** WHAT YOU NEED TO DO **
Show, from the records below, all lines that contain the word "Waun".

*** EXERCISE DATA Section Begins ***

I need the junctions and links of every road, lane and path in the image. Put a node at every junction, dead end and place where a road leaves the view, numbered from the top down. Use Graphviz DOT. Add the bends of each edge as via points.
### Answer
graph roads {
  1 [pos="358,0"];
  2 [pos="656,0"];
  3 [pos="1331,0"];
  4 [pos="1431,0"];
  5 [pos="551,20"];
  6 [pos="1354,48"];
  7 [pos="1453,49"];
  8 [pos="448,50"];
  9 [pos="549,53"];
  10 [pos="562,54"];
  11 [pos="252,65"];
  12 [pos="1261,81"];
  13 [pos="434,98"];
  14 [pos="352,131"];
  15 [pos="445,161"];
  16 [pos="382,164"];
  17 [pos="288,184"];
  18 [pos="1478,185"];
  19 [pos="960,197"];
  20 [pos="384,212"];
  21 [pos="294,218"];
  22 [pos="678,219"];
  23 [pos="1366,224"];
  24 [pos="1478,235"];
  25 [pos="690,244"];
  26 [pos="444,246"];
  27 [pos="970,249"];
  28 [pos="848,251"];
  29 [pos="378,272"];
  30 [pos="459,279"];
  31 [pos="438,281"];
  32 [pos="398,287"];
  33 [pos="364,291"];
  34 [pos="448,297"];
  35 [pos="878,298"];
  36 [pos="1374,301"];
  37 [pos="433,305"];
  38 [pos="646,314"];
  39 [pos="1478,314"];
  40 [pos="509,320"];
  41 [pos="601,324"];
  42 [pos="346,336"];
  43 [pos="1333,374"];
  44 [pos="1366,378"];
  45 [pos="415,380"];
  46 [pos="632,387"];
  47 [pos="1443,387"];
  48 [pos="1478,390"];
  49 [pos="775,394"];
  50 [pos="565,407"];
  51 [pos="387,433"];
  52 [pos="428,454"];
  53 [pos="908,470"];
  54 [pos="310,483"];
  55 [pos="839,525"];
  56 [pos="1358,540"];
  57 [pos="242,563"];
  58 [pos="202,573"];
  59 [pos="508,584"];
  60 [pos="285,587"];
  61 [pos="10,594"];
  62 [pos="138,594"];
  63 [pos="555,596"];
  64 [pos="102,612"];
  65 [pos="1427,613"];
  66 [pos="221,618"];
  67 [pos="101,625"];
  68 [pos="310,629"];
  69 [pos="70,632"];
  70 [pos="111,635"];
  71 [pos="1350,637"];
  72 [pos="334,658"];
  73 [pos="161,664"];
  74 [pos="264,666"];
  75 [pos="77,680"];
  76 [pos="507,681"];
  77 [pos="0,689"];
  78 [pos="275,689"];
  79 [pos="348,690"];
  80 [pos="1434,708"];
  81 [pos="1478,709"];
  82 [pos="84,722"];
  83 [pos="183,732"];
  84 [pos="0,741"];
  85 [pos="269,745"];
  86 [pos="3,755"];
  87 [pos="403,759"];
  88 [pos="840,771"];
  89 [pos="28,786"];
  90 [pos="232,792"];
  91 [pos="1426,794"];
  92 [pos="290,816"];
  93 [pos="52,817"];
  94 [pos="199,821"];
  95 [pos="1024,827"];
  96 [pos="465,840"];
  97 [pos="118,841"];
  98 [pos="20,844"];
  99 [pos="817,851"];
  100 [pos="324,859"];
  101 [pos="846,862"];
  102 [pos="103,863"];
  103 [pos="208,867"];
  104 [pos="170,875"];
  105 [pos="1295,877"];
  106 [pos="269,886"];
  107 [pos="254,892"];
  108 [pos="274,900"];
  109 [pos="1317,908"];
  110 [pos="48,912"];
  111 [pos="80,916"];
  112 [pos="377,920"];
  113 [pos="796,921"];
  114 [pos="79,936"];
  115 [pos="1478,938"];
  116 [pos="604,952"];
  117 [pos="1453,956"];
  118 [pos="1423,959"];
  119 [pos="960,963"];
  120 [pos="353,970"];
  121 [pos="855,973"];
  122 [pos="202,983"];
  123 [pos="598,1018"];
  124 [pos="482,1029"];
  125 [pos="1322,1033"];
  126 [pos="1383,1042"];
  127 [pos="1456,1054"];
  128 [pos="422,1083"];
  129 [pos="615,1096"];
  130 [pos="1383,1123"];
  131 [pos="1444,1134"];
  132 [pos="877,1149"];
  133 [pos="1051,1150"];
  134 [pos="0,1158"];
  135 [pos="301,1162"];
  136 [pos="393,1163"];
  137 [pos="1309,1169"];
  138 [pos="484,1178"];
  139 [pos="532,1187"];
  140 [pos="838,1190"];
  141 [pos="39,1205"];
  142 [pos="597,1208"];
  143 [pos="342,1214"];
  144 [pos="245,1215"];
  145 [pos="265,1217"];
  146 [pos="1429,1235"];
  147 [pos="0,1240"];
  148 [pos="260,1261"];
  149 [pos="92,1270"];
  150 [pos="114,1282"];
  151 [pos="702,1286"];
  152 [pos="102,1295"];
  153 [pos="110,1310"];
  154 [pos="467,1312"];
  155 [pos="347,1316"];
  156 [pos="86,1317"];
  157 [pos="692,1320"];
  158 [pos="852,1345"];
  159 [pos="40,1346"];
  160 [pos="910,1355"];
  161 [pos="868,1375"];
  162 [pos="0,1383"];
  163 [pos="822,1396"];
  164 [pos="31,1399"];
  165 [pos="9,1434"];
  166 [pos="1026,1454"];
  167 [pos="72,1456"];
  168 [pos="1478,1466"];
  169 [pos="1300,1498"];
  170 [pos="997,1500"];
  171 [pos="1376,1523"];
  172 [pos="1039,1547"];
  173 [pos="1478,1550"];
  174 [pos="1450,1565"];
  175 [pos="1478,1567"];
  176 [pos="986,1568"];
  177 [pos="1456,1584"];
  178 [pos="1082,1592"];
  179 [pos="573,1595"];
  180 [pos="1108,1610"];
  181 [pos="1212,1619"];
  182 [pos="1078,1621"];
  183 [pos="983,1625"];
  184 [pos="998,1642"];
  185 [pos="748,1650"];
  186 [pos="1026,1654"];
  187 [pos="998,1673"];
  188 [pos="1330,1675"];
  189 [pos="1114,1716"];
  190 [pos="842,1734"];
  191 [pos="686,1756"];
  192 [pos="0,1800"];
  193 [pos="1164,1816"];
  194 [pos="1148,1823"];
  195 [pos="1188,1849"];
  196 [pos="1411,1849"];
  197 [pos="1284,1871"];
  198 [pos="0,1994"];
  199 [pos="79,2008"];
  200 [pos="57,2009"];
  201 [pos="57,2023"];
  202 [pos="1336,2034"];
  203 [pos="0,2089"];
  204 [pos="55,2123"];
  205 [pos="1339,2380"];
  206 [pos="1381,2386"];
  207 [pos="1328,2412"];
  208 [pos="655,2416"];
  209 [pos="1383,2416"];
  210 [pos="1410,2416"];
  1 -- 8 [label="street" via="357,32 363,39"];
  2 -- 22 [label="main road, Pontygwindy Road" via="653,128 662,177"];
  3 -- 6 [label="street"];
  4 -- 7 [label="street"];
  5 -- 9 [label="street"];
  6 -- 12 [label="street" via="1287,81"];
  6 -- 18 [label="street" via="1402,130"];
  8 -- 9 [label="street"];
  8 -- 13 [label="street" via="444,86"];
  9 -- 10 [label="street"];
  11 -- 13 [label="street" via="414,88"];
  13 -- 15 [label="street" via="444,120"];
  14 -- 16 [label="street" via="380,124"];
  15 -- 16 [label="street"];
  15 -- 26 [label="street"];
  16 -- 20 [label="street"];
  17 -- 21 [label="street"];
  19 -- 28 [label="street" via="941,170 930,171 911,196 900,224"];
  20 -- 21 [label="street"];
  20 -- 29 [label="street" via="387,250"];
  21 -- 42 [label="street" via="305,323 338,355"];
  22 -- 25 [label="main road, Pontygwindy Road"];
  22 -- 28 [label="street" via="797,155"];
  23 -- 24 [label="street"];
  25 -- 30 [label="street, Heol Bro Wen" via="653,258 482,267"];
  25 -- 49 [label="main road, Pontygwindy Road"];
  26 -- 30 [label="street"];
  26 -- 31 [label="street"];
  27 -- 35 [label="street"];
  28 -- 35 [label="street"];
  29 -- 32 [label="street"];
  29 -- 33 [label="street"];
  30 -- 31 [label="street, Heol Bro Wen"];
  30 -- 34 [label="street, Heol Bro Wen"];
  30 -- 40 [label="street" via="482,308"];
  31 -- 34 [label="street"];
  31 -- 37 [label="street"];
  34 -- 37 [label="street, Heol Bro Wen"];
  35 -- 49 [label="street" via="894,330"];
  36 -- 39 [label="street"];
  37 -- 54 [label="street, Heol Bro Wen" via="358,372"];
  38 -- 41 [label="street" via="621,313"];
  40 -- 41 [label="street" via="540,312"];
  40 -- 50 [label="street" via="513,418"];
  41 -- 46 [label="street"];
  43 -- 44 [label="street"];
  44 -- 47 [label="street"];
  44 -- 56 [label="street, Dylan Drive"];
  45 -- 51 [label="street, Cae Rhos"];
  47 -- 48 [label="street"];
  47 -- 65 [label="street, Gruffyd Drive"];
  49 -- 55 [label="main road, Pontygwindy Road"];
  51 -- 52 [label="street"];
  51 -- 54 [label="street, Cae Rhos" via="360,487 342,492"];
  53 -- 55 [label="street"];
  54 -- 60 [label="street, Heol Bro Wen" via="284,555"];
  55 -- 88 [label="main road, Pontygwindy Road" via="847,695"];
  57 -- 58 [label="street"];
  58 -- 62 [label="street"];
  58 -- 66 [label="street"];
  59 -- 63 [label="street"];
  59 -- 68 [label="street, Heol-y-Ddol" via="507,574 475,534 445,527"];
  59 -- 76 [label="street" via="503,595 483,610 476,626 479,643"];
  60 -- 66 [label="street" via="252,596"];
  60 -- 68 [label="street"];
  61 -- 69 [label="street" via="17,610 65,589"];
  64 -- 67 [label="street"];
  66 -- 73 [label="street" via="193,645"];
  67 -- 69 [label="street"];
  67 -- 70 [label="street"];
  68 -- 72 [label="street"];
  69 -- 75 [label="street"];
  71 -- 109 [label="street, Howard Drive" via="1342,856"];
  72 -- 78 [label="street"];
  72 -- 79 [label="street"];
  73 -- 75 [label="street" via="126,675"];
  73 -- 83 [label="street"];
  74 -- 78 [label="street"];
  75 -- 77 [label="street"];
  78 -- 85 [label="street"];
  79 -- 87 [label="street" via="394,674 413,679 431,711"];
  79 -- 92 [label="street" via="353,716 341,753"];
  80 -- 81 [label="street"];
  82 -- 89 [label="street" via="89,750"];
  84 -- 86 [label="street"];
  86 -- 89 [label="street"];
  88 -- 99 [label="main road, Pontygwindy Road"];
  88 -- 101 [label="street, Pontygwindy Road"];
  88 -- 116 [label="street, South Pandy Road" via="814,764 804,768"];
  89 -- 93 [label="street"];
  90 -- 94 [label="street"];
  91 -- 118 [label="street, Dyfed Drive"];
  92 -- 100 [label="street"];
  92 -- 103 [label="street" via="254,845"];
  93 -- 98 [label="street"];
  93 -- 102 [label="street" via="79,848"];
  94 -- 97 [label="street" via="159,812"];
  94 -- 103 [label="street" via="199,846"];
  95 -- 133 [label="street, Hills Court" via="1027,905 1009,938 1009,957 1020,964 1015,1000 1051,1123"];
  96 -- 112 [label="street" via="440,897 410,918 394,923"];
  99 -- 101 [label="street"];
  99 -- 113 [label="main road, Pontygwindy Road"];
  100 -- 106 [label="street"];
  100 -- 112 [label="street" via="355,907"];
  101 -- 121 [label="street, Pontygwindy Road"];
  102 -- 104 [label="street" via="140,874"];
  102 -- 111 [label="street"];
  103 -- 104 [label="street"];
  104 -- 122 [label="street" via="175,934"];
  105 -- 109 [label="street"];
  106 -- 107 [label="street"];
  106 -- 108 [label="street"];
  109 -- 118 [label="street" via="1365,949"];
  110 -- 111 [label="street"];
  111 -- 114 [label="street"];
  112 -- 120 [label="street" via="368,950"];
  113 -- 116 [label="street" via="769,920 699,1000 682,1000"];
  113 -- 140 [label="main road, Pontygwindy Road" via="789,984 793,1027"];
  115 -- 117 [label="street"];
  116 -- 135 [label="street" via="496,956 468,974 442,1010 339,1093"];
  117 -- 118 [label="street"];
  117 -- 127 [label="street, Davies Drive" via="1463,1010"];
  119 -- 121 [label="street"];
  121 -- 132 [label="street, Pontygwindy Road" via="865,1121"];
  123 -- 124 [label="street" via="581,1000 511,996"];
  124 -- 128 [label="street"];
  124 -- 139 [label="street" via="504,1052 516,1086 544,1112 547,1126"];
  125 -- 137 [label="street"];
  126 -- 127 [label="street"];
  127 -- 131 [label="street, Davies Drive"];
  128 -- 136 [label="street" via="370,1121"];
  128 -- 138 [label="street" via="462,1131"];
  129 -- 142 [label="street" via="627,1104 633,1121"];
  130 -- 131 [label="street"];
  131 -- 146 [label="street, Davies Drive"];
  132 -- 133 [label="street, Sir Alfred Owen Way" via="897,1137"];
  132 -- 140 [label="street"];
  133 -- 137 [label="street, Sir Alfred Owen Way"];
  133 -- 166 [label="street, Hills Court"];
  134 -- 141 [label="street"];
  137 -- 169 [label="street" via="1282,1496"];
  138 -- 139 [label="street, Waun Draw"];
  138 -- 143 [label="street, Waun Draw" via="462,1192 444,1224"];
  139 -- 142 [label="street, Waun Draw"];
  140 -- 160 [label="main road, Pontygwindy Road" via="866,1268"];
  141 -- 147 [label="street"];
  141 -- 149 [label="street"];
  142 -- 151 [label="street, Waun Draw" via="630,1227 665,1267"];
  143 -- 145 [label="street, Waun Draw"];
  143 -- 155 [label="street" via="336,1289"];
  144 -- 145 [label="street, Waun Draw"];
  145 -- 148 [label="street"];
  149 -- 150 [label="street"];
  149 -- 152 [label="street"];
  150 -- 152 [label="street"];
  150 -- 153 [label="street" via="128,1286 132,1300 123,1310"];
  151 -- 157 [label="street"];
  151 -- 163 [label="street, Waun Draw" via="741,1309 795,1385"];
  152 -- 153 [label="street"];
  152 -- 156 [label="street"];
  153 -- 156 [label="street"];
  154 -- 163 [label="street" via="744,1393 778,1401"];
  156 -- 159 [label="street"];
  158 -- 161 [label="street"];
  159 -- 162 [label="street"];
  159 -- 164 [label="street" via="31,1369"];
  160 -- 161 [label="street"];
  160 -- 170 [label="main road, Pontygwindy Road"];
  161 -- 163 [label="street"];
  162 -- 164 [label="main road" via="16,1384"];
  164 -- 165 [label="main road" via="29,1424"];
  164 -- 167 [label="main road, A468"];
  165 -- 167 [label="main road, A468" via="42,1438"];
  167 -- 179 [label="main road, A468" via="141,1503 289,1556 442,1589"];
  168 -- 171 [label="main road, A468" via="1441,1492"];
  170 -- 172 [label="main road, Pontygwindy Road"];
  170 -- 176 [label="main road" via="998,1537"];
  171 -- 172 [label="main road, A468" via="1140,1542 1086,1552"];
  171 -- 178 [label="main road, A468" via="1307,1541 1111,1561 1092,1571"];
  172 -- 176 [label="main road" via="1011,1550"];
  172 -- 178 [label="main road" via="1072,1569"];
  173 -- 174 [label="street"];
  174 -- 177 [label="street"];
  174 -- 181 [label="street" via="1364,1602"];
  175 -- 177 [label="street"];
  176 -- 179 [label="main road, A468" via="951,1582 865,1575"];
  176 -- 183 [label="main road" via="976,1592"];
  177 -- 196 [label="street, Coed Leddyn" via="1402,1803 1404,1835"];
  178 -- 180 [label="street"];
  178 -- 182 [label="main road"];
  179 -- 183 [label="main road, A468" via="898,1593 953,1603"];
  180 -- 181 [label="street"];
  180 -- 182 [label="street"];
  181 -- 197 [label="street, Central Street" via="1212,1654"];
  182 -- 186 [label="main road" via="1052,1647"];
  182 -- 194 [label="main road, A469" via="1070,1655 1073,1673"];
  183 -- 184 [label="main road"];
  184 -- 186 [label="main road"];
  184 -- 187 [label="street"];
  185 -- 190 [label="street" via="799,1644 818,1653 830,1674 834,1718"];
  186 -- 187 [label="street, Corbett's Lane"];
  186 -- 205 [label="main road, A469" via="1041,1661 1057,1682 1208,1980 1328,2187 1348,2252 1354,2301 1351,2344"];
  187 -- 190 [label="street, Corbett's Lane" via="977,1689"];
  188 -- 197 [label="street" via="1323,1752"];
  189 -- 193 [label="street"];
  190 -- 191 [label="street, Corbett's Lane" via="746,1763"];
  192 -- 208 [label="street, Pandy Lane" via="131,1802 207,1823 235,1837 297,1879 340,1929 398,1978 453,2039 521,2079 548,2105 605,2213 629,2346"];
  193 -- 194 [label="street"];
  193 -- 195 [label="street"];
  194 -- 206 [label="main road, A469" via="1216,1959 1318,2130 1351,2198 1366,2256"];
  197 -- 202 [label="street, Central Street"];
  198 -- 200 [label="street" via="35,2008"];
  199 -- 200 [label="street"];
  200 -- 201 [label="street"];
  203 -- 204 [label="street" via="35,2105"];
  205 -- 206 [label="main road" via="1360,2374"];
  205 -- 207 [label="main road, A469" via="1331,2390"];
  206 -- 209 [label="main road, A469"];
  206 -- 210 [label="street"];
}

*** EXERCISE DATA Section Ends ***

** ANSWER FOR THE TASK **
  138 -- 139 [label="street, Waun Draw"];
  138 -- 143 [label="street, Waun Draw" via="462,1192 444,1224"];
  139 -- 142 [label="street, Waun Draw"];
  142 -- 151 [label="street, Waun Draw" via="630,1227 665,1267"];
  143 -- 145 [label="street, Waun Draw"];
  144 -- 145 [label="street, Waun Draw"];
  151 -- 163 [label="street, Waun Draw" via="741,1309 795,1385"];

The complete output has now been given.